The visitors to the site were using a wide range of browsers (see Table 12), operating systems (see Table 13), screen resolutions (see Table 14) & screen colours (see Table 15). Microsoft
Internet Explorer (MSIE) in all its versions was the most often reported with
49.03% of users, Netscape was second with 42.13%, with another 8.83% using other
browsers. The full breakdown including version numbers is shown on Table 12. The vast
majority of hits were coming from Windows operating systems (96.01%) and 2.66%
from Macs as shown in Table 13. Windows 95 being the most used system followed
by Windows 98 and Win 3.1 The screen resolutions and colours being used also varied widely as shown in Tables 14 and 15.
Table 12 Browsers used 13 May 98-27 July 99 (Source Extreme)
Table 13 Operating systems 13 May 98-17 July 99 (Source Extreme)
Table 14 Screen Resolutions 13 May 98-27 July 99 (Source Extreme)
Table 15 Screen Colours 13 May 98-27 July 99 (Source Extreme)
DiscussionThe known
inaccuracy of the counter and tracker, and the lack of similar published data
from other similar sites makes it difficult to fully explore the significance of
these results, however some inferences can be drawn about the users of the site. The visible fall
in hits at the weekend is likely due to of the intended academic nature of the
site and the likely way in which many users are accessing it from an Internet
connection within a university or college or from a work setting. However, as a
large number of users are from the UK and internet connections from UK hospitals
are known to be poor (Kerrimore, 1999); there is an increase in the number of
people accessing from home (DofH, 1999) and this trend may change. The times of the day when the site is hit reflect a UK or Western European user profile, and those from work or academic settings, with most hits during the working day 09.00-17.00 GMT and evening period 18.00-22.00. This is particularly true for the Nursing-UK section, but overlaid with those from North America where the hit pattern is 5-7 hours behind the UK. The variation of
hits between months of the year, shows a gradual rise May through July (2000 to
4000 hits), decrease in August (3500 hits) with a sharp increase in October (
7700 hits) and then a fall over the Christmas period (4300 hits) of 1998,
perhaps reflecting the academic calendar. Usage peaked in January 1999 to 8400
hits. This rise corresponded with an upgrade of the site followed by a publicity
campaign to mailing lists, newsgroups and resubmitting it to search engines and
directories, as described elsewhere (Ward, 1998). Analysis of the
countries from which visitors are arriving at the site is more difficult with
over 20% being unknown and another 40% coming from .net or .com domains which
cannot be resolved to a particular country, but are likely to be predominately
from North America. The highest country was the UK probably reflecting my own
biases and the publicity the site has received within the UK nursing community.

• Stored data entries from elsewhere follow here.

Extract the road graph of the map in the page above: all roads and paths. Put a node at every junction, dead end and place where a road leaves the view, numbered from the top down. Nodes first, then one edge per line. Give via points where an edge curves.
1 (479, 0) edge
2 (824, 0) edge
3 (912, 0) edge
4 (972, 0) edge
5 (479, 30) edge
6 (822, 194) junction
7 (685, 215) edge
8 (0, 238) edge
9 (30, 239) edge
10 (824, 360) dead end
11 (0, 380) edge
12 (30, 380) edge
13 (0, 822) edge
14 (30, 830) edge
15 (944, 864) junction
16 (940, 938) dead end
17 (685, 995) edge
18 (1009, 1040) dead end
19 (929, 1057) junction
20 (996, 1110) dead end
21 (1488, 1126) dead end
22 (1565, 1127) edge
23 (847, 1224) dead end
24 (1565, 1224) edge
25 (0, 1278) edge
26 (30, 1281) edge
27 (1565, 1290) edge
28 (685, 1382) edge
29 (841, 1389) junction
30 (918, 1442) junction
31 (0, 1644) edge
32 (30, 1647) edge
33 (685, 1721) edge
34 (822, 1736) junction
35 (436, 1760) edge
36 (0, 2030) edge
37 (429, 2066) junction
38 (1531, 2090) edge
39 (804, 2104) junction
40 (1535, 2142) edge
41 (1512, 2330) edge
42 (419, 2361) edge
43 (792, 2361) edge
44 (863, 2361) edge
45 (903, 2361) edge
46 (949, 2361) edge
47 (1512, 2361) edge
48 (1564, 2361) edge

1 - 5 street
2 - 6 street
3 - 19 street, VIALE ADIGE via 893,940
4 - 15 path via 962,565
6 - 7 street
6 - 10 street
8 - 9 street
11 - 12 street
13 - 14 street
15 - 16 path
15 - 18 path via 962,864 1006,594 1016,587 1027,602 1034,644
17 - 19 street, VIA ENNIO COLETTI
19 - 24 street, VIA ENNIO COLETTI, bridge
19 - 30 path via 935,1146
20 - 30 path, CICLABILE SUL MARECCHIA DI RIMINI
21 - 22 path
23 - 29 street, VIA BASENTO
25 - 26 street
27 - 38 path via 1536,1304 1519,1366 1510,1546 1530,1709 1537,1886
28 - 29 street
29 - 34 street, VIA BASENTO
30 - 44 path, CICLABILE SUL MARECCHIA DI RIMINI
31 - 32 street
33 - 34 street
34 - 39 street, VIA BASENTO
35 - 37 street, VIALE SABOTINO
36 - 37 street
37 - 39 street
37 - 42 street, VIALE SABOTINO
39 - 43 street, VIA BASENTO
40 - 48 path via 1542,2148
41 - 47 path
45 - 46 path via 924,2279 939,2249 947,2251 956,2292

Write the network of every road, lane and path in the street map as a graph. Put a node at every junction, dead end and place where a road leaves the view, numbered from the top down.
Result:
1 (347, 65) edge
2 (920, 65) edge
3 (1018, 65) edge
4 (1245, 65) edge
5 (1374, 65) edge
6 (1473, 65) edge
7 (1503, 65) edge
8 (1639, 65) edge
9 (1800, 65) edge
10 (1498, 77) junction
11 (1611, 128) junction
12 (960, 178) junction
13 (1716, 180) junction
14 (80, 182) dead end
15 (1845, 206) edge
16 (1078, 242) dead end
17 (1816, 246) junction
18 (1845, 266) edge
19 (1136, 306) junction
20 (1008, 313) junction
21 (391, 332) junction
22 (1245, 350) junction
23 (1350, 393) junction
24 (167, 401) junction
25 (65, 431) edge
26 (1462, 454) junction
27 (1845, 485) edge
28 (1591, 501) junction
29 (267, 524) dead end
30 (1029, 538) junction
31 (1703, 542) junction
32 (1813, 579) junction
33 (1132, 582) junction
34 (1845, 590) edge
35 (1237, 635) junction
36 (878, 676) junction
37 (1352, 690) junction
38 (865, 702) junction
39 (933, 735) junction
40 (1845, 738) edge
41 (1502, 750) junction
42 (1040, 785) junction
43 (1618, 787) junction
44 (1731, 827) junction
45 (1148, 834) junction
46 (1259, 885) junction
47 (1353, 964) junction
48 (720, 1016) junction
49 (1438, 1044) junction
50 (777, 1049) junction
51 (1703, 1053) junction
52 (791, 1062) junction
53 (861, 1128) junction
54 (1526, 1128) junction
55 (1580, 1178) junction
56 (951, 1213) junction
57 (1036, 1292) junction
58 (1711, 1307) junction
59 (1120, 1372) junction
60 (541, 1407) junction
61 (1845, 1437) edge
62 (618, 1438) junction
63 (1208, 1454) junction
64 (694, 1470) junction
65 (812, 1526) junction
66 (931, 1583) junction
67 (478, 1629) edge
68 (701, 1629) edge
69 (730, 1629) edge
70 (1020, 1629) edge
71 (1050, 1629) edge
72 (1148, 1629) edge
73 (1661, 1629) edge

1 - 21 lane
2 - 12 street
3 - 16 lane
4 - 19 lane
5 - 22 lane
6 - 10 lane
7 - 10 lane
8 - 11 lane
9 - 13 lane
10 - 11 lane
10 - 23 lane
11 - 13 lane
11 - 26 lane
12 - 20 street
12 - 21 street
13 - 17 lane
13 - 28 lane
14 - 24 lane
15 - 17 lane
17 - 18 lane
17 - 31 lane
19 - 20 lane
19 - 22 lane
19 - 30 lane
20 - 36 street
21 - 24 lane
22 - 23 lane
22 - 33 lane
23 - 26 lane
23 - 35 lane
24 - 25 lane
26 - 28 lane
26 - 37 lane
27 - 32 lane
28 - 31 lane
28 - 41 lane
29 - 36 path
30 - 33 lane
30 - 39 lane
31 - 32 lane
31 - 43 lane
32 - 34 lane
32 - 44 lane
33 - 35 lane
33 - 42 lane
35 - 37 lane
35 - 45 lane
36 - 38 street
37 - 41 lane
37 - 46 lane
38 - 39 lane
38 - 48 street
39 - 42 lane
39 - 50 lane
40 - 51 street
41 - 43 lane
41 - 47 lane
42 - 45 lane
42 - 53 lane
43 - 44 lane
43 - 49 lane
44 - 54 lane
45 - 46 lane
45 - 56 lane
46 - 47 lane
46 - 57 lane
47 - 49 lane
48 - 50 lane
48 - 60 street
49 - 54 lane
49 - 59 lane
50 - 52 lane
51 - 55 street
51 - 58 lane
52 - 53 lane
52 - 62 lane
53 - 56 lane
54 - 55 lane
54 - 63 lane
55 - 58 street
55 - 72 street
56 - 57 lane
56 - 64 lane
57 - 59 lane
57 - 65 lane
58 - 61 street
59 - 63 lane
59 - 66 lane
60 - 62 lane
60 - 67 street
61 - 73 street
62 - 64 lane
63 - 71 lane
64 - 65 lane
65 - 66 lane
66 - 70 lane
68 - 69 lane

In addition, the number of nursing and healthcare related web sites in
North America far outstrips those elsewhere in the world, potentially meaning
that this site has less competition in the UK or appeals to a different group of
users. Unfortunately, it is not possible with this tracker to identify how
many of the UK hits are coming from academic addresses (.ac) or those from
National Health Service (.nhs), etc. The preponderance of North American and
European users reflects the variation in access capabilities in these countries
when compared to Africa, Asia, and Central and South America. The fact that the
site is only in English may also discourage use from some parts of the world. The way in
which users find this or any other site, from the approximately 500
million available on the Internet, is complex and an area which would benefit
from further research. Many Internet commentators suggest that most sites are
found predominately through the use of search engines. This is not reflected by
the statistics for this site, which show almost 75% of visitors arriving via a
hyperlink from another web site. This shows the importance of ensuring that web
sites are listed in the links pages of other related sites. Over 2500 sites have
links to this one with the Nurse site (http://medweb.bham.ac.uk/nursing)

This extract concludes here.